Business Monday

Miami medicine goes digital

 

Special to the Miami Herald

His company is on track to have more than 60 employees by year-end, up from 50 now and about 40 a year ago. Part of the growth is expected to come from sales of EHR systems to cruise lines to help them handle health records of passengers and crew. “We’re in talks with the top five cruise lines,” he said.

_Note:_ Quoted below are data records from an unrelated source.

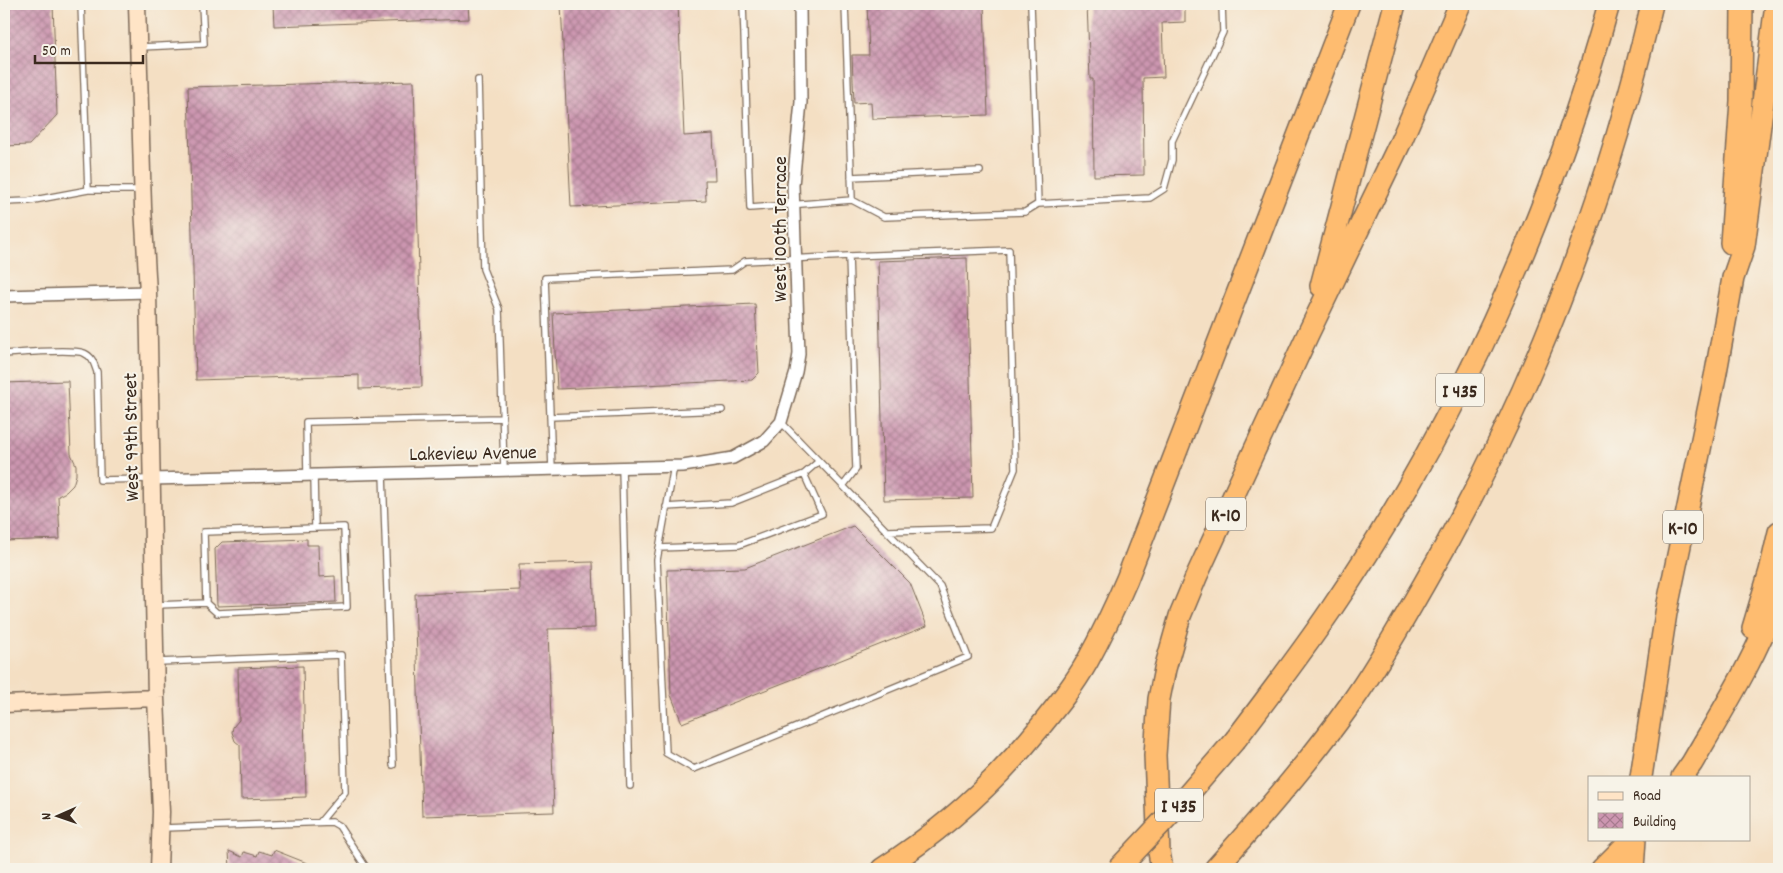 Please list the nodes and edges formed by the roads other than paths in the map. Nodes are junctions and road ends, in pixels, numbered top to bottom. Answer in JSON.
{"nodes":[{"id":1,"x":82,"y":4,"type":"edge"},
{"id":2,"x":137,"y":4,"type":"edge"},
{"id":3,"x":202,"y":4,"type":"edge"},
{"id":4,"x":743,"y":4,"type":"edge"},
{"id":5,"x":800,"y":4,"type":"edge"},
{"id":6,"x":845,"y":4,"type":"edge"},
{"id":7,"x":1031,"y":4,"type":"edge"},
{"id":8,"x":1222,"y":4,"type":"edge"},
{"id":9,"x":1349,"y":4,"type":"edge"},
{"id":10,"x":1395,"y":4,"type":"edge"},
{"id":11,"x":1460,"y":4,"type":"edge"},
{"id":12,"x":1609,"y":4,"type":"edge"},
{"id":13,"x":1652,"y":4,"type":"edge"},
{"id":14,"x":1742,"y":4,"type":"edge"},
{"id":15,"x":1776,"y":4,"type":"edge"},
{"id":16,"x":138,"y":47,"type":"junction"},
{"id":17,"x":478,"y":80,"type":"dead end"},
{"id":18,"x":980,"y":171,"type":"dead end"},
{"id":19,"x":851,"y":177,"type":"junction"},
{"id":20,"x":88,"y":190,"type":"junction"},
{"id":21,"x":142,"y":190,"type":"junction"},
{"id":22,"x":852,"y":200,"type":"junction"},
{"id":23,"x":4,"y":202,"type":"edge"},
{"id":24,"x":1038,"y":204,"type":"junction"},
{"id":25,"x":793,"y":206,"type":"junction"},
{"id":26,"x":849,"y":256,"type":"junction"},
{"id":27,"x":795,"y":258,"type":"junction"},
{"id":28,"x":1733,"y":278,"type":"junction"},
{"id":29,"x":148,"y":292,"type":"junction"},
{"id":30,"x":4,"y":296,"type":"edge"},
{"id":31,"x":1308,"y":334,"type":"junction"},
{"id":32,"x":4,"y":354,"type":"edge"},
{"id":33,"x":722,"y":410,"type":"dead end"},
{"id":34,"x":550,"y":417,"type":"junction"},
{"id":35,"x":502,"y":418,"type":"junction"},
{"id":36,"x":780,"y":422,"type":"junction"},
{"id":37,"x":818,"y":461,"type":"junction"},
{"id":38,"x":674,"y":466,"type":"junction"},
{"id":39,"x":622,"y":467,"type":"junction"},
{"id":40,"x":552,"y":469,"type":"junction"},
{"id":41,"x":504,"y":470,"type":"junction"},
{"id":42,"x":383,"y":473,"type":"junction"},
{"id":43,"x":804,"y":474,"type":"junction"},
{"id":44,"x":310,"y":475,"type":"junction"},
{"id":45,"x":152,"y":479,"type":"junction"},
{"id":46,"x":843,"y":486,"type":"junction"},
{"id":47,"x":666,"y":507,"type":"junction"},
{"id":48,"x":315,"y":528,"type":"junction"},
{"id":49,"x":887,"y":531,"type":"junction"},
{"id":50,"x":1779,"y":532,"type":"edge"},
{"id":51,"x":659,"y":548,"type":"junction"},
{"id":52,"x":1779,"y":594,"type":"edge"},
{"id":53,"x":206,"y":603,"type":"junction"},
{"id":54,"x":154,"y":605,"type":"junction"},
{"id":55,"x":156,"y":662,"type":"junction"},
{"id":56,"x":1734,"y":691,"type":"junction"},
{"id":57,"x":156,"y":698,"type":"junction"},
{"id":58,"x":4,"y":704,"type":"edge"},
{"id":59,"x":393,"y":765,"type":"dead end"},
{"id":60,"x":1641,"y":776,"type":"edge"},
{"id":61,"x":1683,"y":776,"type":"edge"},
{"id":62,"x":630,"y":786,"type":"dead end"},
{"id":63,"x":320,"y":822,"type":"junction"},
{"id":64,"x":161,"y":828,"type":"junction"},
{"id":65,"x":1633,"y":840,"type":"edge"},
{"id":66,"x":1634,"y":840,"type":"edge"},
{"id":67,"x":159,"y":869,"type":"edge"},
{"id":68,"x":367,"y":869,"type":"edge"},
{"id":69,"x":882,"y":869,"type":"edge"},
{"id":70,"x":1118,"y":869,"type":"edge"},
{"id":71,"x":1162,"y":869,"type":"edge"},
{"id":72,"x":1215,"y":869,"type":"edge"},
{"id":73,"x":1602,"y":869,"type":"edge"},
{"id":74,"x":1633,"y":869,"type":"edge"}],
"edges":[{"from":1,"to":20,"type":"lane"},
{"from":2,"to":16,"type":"street","name":"West 99th Street"},
{"from":3,"to":16,"type":"lane"},
{"from":4,"to":25,"type":"lane"},
{"from":5,"to":25,"type":"street","name":"West 100th Terrace"},
{"from":6,"to":19,"type":"lane"},
{"from":7,"to":24,"type":"lane"},
{"from":8,"to":24,"type":"lane"},
{"from":9,"to":69,"type":"highway"},
{"from":10,"to":31,"type":"highway"},
{"from":11,"to":31,"type":"highway"},
{"from":12,"to":70,"type":"highway","number":"I 435","bridge":true},
{"from":13,"to":72,"type":"highway","number":"I 435"},
{"from":14,"to":28,"type":"highway"},
{"from":15,"to":28,"type":"highway"},
{"from":16,"to":21,"type":"street","name":"West 99th Street"},
{"from":17,"to":35,"type":"lane"},
{"from":18,"to":19,"type":"lane"},
{"from":19,"to":22,"type":"lane"},
{"from":20,"to":21,"type":"lane"},
{"from":20,"to":23,"type":"lane"},
{"from":21,"to":29,"type":"street","name":"West 99th Street"},
{"from":22,"to":24,"type":"lane"},
{"from":22,"to":25,"type":"lane"},
{"from":25,"to":27,"type":"street","name":"West 100th Terrace"},
{"from":26,"to":27,"type":"lane"},
{"from":26,"to":46,"type":"lane"},
{"from":26,"to":49,"type":"lane"},
{"from":27,"to":34,"type":"lane"},
{"from":27,"to":36,"type":"street","name":"West 100th Terrace"},
{"from":28,"to":60,"type":"highway","number":"K-10"},
{"from":29,"to":30,"type":"street"},
{"from":29,"to":45,"type":"street","name":"West 99th Street"},
{"from":31,"to":71,"type":"highway","number":"K-10"},
{"from":32,"to":45,"type":"lane"},
{"from":33,"to":34,"type":"lane"},
{"from":34,"to":40,"type":"lane"},
{"from":35,"to":41,"type":"lane"},
{"from":35,"to":44,"type":"lane"},
{"from":36,"to":37,"type":"lane"},
{"from":36,"to":38,"type":"street","name":"Lakeview Avenue"},
{"from":37,"to":43,"type":"lane"},
{"from":37,"to":46,"type":"lane"},
{"from":38,"to":39,"type":"street","name":"Lakeview Avenue"},
{"from":38,"to":47,"type":"lane"},
{"from":39,"to":40,"type":"street","name":"Lakeview Avenue"},
{"from":39,"to":62,"type":"lane"},
{"from":40,"to":41,"type":"street","name":"Lakeview Avenue"},
{"from":41,"to":42,"type":"street","name":"Lakeview Avenue"},
{"from":42,"to":44,"type":"street","name":"Lakeview Avenue"},
{"from":42,"to":59,"type":"lane"},
{"from":43,"to":47,"type":"lane"},
{"from":43,"to":51,"type":"lane"},
{"from":44,"to":45,"type":"street","name":"Lakeview Avenue"},
{"from":44,"to":48,"type":"lane"},
{"from":45,"to":54,"type":"street","name":"West 99th Street"},
{"from":46,"to":49,"type":"lane"},
{"from":47,"to":51,"type":"lane"},
{"from":48,"to":53,"type":"lane"},
{"from":48,"to":53,"type":"lane"},
{"from":49,"to":51,"type":"lane"},
{"from":50,"to":56,"type":"highway"},
{"from":52,"to":56,"type":"highway"},
{"from":53,"to":54,"type":"lane"},
{"from":54,"to":55,"type":"street","name":"West 99th Street"},
{"from":55,"to":57,"type":"street","name":"West 99th Street"},
{"from":55,"to":63,"type":"lane"},
{"from":56,"to":61,"type":"highway"},
{"from":57,"to":58,"type":"street"},
{"from":57,"to":64,"type":"street","name":"West 99th Street"},
{"from":63,"to":64,"type":"lane"},
{"from":63,"to":68,"type":"lane"},
{"from":64,"to":67,"type":"street","name":"West 99th Street"},
{"from":65,"to":73,"type":"highway"},
{"from":66,"to":74,"type":"highway"}]}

Business conditions are likely to improve further for companies like IOS as more doctors and patients get comfortable with online access to electronic health records. “We’re still at that psychological threshold. We’re not quite there yet. But I think it’s just a natural progression of the industry,” Carricarte said. “It’s the same fear we felt when banking went online. Everybody was worried that their money would be stolen, and look what happened: Everybody is doing online banking.”

Leading the way

Many hospitals have been leaders in adopting electronic records and cutting the healthcare industry’s dependence on costly paperwork. Physician practices have taken a more mixed approach. While many doctors have graduated to modern EHR software systems, many others still use outdated computers and paper archives to store patient information, making records difficult if not impossible to search and send. But the trend toward an increasingly paperless healthcare industry appears inexorable, not only because the federal government is demanding it but also because patients are benefiting. Indeed, higher-quality patient care is one of the main selling points in the EHR software business.

Dr. Sack said the EHR system she bought from Kansas City, Mo.-based Cerner Corp., one of the industry’s biggest vendors, empowers her to deliver timely care even when she’s away from her office near Baptist Hospital of Miami. Among other features of Dr. Sack’s new EHR system, results of patients’ lab tests at remote locations automatically appear in her own records. “I can access my records anywhere. I could be in Timbuktu and know what’s going on with my patients,” she said. On a recent weekend, Dr. Sack said she saw “something critical” in fresh lab-test results on her home computer and immediately arranged for treatment of a female patient that “saved her from winding up in an emergency room.”

Miami-based CareCloud is probably the biggest player among EHR vendors with roots in South Florida. CareCloud and other EHR system vendors sell software as an online service, alleviating physicians’ need to install, maintain and update software on computers in their offices. Many doctors pay a monthly subscription fee of several hundred dollars to keep their electronic health records in a so-called “cloud,” or a remote data center, where they are retrievable online.

Privately held CareCloud, started in 2009, doesn’t disclose its revenues. But the company’s president and CEO Albert Santalo hinted that the top line is approaching $100 million a year. “We’ve been on a triple-digit growth path since inception,” he said, “and we’re getting close to crossing over eight digits in revenue.”

CareCloud has about 170 employees and expects to grow to 300 employees by year-end; it will make most of the new hires in Miami, where the company has 150 employees now.